Helpful Resources for ISYE 6501: Intro to Analytics Modeling — Georgia Tech’s OMSCS

Anika Neela
5 min readDec 10, 2022

This is a deep dive into all the homework resources that helped me secure an A in the ISYE 6501: Intro to Analytics Modeling course. If you have not yet seen my review and other helpful tips for this course, I strongly recommend giving this article a read. That should help gauge if this course is the best fit in your semester.

Weekly Homework

This course has weekly homework due. Yes, even during exam weeks. That being said, they do give you an opportunity to drop your lowest two grades on the weekly homework.

Below are the resources that became super helpful for each week’s homework and I hope it does the same for you. Don’t let that put you in a box to not explore other resources. What maybe helpful for me, might be something that you already knew and vice-versa. The list is curated to help you on those weeks that are too overwhelming for you because life happens.

Photo by Sigmund from Unsplash.com

Week 1 — Classification

Covered concepts mostly on Support vector machine (SVM) and K-nearest neighbor (KNN) algorithms. I found that doing an R Programming Tutorial truly helped me learn the ins-and-outs of not just the language, but also the R-Studio IDE.

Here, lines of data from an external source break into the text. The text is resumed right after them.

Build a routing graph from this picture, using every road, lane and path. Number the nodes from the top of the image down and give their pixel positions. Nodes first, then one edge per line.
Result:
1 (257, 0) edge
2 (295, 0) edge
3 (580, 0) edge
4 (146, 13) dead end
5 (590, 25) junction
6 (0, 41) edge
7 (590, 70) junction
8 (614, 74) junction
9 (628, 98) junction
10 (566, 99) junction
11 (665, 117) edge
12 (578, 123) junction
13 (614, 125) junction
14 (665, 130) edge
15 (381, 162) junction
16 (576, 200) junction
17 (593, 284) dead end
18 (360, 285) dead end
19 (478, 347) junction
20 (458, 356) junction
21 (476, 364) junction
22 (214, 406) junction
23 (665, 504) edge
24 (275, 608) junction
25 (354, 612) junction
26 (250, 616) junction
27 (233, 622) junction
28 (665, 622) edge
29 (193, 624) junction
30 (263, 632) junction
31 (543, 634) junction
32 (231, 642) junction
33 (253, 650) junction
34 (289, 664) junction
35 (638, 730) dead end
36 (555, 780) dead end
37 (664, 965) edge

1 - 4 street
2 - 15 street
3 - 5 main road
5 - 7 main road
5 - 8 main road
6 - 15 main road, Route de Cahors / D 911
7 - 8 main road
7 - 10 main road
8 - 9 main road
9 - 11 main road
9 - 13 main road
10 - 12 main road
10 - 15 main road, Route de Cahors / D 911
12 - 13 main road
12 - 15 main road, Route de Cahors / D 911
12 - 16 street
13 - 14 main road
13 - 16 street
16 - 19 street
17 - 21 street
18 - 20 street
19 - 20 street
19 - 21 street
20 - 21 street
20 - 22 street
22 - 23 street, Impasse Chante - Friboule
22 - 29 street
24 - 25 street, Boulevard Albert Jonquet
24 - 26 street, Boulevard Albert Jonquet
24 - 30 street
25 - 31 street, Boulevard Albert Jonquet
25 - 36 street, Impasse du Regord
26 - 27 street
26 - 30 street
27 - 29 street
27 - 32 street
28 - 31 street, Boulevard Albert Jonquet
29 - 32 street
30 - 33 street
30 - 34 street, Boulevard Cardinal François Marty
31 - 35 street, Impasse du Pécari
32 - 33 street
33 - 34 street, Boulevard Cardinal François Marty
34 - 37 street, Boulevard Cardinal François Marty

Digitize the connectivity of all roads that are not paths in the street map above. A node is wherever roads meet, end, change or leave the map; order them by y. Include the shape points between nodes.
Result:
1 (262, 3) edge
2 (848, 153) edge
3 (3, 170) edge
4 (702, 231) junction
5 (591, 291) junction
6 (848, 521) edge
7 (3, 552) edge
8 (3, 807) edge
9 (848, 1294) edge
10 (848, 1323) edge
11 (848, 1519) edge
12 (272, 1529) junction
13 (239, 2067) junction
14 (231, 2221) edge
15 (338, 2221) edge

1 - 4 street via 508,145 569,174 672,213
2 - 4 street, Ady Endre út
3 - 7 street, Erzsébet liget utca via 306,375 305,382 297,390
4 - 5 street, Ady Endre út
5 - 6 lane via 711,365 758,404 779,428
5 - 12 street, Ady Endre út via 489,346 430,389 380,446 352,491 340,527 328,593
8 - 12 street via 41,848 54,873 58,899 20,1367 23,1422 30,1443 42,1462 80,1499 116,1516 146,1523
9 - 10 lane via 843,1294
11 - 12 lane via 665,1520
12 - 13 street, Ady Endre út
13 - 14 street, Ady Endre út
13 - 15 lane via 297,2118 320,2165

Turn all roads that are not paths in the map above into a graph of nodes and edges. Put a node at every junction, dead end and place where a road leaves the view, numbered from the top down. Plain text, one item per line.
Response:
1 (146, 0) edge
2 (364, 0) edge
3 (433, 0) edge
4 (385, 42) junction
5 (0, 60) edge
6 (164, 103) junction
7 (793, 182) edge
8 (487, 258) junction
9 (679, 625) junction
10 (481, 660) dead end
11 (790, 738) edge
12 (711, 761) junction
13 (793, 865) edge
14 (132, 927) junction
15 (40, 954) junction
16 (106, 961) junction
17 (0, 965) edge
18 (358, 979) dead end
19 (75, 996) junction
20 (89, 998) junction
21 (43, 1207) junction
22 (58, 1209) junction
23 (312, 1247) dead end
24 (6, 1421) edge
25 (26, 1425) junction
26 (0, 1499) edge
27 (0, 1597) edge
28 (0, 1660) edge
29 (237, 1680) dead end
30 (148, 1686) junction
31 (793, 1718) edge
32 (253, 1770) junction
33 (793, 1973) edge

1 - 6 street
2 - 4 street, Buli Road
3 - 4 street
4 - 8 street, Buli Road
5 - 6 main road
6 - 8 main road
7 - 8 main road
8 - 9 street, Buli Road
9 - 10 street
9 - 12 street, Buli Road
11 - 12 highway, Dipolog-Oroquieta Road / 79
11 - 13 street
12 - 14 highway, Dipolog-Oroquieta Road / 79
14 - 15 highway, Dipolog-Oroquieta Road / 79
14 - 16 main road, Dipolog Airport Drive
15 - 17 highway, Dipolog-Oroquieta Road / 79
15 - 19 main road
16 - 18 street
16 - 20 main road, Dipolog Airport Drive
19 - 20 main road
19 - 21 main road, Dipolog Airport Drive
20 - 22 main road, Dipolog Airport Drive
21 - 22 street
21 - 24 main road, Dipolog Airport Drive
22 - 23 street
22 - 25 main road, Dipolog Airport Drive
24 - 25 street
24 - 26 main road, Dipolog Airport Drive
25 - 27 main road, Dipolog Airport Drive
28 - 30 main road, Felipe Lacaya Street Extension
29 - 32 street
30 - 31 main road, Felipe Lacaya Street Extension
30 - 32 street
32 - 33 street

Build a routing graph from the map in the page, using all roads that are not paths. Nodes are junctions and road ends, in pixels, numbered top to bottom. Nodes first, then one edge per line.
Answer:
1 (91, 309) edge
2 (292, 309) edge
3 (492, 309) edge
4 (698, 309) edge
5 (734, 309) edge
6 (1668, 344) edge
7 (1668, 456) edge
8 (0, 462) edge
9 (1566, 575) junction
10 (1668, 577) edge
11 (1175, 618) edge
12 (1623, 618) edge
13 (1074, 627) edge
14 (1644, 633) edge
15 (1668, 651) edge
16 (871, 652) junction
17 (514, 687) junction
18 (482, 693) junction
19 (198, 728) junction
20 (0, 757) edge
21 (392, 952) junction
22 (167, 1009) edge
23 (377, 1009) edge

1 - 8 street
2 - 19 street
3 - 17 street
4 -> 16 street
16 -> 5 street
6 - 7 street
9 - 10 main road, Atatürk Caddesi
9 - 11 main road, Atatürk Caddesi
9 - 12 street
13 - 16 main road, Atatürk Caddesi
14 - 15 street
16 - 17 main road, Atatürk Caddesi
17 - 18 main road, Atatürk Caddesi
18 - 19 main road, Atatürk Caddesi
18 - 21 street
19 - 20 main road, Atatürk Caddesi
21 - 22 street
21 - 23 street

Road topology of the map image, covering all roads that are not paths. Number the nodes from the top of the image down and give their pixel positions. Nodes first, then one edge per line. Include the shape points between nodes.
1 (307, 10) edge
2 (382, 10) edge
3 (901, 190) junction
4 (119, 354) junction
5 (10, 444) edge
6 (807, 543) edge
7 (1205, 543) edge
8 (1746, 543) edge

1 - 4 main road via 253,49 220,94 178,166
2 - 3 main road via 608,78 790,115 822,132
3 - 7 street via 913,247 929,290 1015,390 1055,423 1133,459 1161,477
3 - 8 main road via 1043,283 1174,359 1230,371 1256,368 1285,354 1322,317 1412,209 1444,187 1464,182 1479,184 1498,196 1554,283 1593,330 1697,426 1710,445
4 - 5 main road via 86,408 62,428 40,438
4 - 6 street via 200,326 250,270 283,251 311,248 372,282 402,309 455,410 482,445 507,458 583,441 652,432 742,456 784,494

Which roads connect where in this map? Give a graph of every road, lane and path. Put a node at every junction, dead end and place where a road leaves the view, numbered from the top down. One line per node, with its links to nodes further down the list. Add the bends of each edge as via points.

Week 2 — Validation & Clustering

Covered concepts mostly on supervised and unsupervised learning algorithms and cross-validation. I personally loved the concept of cross-validation and tried implementing it with both a for-loop and an in-built library. Don’t forget to explore in this course!

Week 3 — Basic Data Preparation & Change Detection

Covered concepts of CUSUM, outliers and outlier detection using Box-and-Whisker.

Week 4 — Time Series

Covered concepts of ARIMA, GARCH and Exponential Smoothing.

Week 5 — Basic Regression

Covered concepts of Akaike Information Criterion (AIC) and Bayesian Information Criterion (BIC). These are crucial to understand in order to be successful in this course.

Week 6 — Advanced Data Preparation

Covered concepts of Box-Cox transformation and how PCA can be used to reduce dimensionality.

Week 7 — Advanced Regression

Covered concepts of Tree-Based Models.

Week 8 — Variable Selection

Covered concepts of both greedy and non-greedy variable selection methods. Greedy would include Forward selection, Backward elimination and Stepwise regression. Non-greedy would include Lasso, Elastic net, and Ridge regression.

Week 9 — Design of Experiments (DoE) & Probability-based Models

Concepts covered for DoE were: A/B Testing, Factorial design, Multi-armed Bandits. Concepts covered for Probability-based models were Poisson, Weibull, Exponential, Geometric, and Binomial.

Week 10 — Missing Data & Optimization

Covered concepts of data imputations and optimization problem types (convex, non-convex, etc.).

Week 11 — Optimization & Advanced Models

Covered concepts of Stochastic Optimization and other advanced models such as Natural Language Process (NLP), Survival Models, Gradient Boosting etc.

Remaining Weeks

Week 12–14 were Case Study analysis which required you to pull your knowledge from all the prior weeks, and Week 15 was a course summary.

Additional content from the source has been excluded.